5. Input was also solicited from the collaborators within the consortium. Approximately 2400 genes were placed in a MySQL database with key information displayed for each respective gene:
- the number of SNPs required to tag the four HapMap representatives populations at various minor allele frequencies MAFs and r2 thresholds
- SymAtlas® expression profiling for over 70 specific human tissues and cell-types20
- links to NCBI, OMIM and other reference database
- public resequencing information
- Jackson Lab Mouse and other phenotypic data.
A voting system built into this database facilitated the consensus from over fifty consortium investigators for ranking of the genes proposed for inclusion on the array.
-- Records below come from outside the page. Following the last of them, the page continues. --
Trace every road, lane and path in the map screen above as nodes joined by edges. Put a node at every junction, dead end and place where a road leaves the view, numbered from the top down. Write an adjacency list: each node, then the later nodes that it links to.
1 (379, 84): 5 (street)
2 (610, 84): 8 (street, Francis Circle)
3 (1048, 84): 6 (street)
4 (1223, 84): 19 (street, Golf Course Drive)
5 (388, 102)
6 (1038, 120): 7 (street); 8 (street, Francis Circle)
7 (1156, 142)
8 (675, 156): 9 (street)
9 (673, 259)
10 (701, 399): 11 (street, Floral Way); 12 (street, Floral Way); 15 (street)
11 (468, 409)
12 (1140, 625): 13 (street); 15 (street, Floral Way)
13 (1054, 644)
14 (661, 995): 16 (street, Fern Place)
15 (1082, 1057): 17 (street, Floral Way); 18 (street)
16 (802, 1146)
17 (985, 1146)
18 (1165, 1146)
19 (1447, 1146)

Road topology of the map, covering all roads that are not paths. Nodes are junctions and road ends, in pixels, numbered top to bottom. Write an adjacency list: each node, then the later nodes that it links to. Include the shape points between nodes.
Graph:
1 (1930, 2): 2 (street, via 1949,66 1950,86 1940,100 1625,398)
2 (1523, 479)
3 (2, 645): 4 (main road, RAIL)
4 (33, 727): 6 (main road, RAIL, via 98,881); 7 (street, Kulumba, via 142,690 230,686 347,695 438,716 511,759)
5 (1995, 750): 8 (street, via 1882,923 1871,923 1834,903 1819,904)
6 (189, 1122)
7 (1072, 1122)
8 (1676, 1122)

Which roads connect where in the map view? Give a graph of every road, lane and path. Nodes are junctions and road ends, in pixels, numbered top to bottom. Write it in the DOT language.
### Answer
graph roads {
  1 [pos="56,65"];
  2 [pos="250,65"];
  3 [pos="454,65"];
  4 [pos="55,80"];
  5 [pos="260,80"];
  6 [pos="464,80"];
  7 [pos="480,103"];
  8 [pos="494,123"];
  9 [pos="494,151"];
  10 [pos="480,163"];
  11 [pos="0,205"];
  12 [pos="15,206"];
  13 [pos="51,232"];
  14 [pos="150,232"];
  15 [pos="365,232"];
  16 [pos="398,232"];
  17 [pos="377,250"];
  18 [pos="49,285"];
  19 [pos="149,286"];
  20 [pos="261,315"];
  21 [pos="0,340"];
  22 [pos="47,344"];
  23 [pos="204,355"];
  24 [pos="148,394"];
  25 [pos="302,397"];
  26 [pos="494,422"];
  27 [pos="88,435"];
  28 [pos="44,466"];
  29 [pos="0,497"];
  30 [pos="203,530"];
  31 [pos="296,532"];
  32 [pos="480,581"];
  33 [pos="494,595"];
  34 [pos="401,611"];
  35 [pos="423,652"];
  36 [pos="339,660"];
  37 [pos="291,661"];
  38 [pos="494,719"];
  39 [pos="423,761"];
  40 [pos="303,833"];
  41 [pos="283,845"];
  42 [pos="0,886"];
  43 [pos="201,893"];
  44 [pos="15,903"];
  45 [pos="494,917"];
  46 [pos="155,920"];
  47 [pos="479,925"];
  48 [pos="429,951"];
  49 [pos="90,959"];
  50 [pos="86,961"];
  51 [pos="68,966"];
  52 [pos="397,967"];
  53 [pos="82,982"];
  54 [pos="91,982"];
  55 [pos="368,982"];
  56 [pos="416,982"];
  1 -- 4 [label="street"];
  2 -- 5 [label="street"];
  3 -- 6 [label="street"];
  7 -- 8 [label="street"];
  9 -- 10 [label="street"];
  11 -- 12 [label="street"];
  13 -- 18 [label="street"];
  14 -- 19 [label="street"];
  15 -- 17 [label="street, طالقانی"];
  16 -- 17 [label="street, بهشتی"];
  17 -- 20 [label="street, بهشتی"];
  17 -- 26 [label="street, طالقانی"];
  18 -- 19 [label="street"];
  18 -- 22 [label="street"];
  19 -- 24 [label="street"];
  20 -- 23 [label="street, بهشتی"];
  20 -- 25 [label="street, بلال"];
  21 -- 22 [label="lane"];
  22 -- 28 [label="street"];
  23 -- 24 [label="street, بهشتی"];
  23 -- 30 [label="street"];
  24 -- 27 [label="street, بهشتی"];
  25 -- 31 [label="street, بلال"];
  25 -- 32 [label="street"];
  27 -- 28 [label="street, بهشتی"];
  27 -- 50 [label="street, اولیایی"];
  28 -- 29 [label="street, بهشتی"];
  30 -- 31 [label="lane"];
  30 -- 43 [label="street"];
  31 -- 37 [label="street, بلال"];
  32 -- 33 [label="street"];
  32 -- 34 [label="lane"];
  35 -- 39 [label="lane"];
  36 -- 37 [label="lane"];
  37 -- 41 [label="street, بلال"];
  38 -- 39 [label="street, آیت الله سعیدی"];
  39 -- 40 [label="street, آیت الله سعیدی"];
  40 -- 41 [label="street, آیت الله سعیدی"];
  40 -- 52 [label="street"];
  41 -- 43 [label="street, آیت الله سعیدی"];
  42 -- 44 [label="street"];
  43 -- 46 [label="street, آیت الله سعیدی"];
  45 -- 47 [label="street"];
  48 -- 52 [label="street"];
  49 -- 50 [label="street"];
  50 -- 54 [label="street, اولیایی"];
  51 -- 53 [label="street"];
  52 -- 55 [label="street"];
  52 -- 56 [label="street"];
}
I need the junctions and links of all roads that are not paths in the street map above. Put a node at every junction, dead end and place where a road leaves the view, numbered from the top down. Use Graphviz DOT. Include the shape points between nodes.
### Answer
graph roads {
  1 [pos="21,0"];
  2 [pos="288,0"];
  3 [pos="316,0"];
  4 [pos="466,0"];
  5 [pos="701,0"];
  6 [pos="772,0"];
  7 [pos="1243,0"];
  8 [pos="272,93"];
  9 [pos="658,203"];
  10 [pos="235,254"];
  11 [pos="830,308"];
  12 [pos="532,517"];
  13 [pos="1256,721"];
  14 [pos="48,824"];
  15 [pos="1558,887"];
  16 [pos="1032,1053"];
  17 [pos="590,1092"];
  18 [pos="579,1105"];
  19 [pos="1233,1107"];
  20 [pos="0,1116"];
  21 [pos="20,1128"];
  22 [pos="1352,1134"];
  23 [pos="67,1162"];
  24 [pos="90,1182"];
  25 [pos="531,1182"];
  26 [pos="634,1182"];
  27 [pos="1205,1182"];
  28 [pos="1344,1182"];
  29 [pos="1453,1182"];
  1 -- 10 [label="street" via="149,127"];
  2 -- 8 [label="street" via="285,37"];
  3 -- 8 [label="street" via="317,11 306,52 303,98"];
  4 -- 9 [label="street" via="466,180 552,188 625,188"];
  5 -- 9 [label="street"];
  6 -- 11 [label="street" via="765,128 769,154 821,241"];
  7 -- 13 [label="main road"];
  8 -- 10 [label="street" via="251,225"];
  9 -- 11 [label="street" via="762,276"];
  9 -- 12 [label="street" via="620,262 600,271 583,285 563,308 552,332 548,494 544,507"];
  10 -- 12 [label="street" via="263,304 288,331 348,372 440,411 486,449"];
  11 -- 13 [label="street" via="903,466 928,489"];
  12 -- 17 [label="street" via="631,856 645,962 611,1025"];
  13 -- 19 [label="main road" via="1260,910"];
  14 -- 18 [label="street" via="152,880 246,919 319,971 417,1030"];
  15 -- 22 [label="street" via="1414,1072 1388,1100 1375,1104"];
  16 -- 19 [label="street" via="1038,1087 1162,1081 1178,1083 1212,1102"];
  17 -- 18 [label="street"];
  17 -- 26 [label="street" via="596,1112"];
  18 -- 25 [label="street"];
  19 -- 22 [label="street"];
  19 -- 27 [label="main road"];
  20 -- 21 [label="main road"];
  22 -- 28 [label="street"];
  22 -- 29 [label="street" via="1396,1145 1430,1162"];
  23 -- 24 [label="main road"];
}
Genes were categorized into three groups, based on voting by the participating investigators:
- Group 1: 450 genes and regions thought highly likely to be of functional significance, including established mediators of vascular disease and findings from key GWAS.
- Group 2: 1370 genes and regions that may be involved in CVD.
- Group 3: 300 comprised mainly of the larger genes which were of minor interest to the consortium investigators.
C) Heart Development
Bentham and Bhattacharya created a list of 282 congenital heart disease candidate genes by identifying genes with a major role in mouse heart development. These genes were identified as resulting in abnormal cardiac morphology or development resembling CHD when knocked out, using the Mouse Genome Informatics database.
D) Literature Review
List of cardiovascular relevent genes identified through literature review and unpublished data. • Candidate CV disease genes (50 genes) suggested by Philippa Talmud, based on type II diabetes studies and NPHSII studies, and by Brendan Keeting, based on 2 recent studies (Katherisan S et al. Nat Genet. 2008 Feb;40(2):189-97 and Willer CJ et al. Nat Genet. 2008 Feb;40(2):161-9). • List of cardiovascular relevent genes (120 genes) suggested by Anna Dominiczak and Pete Scambler.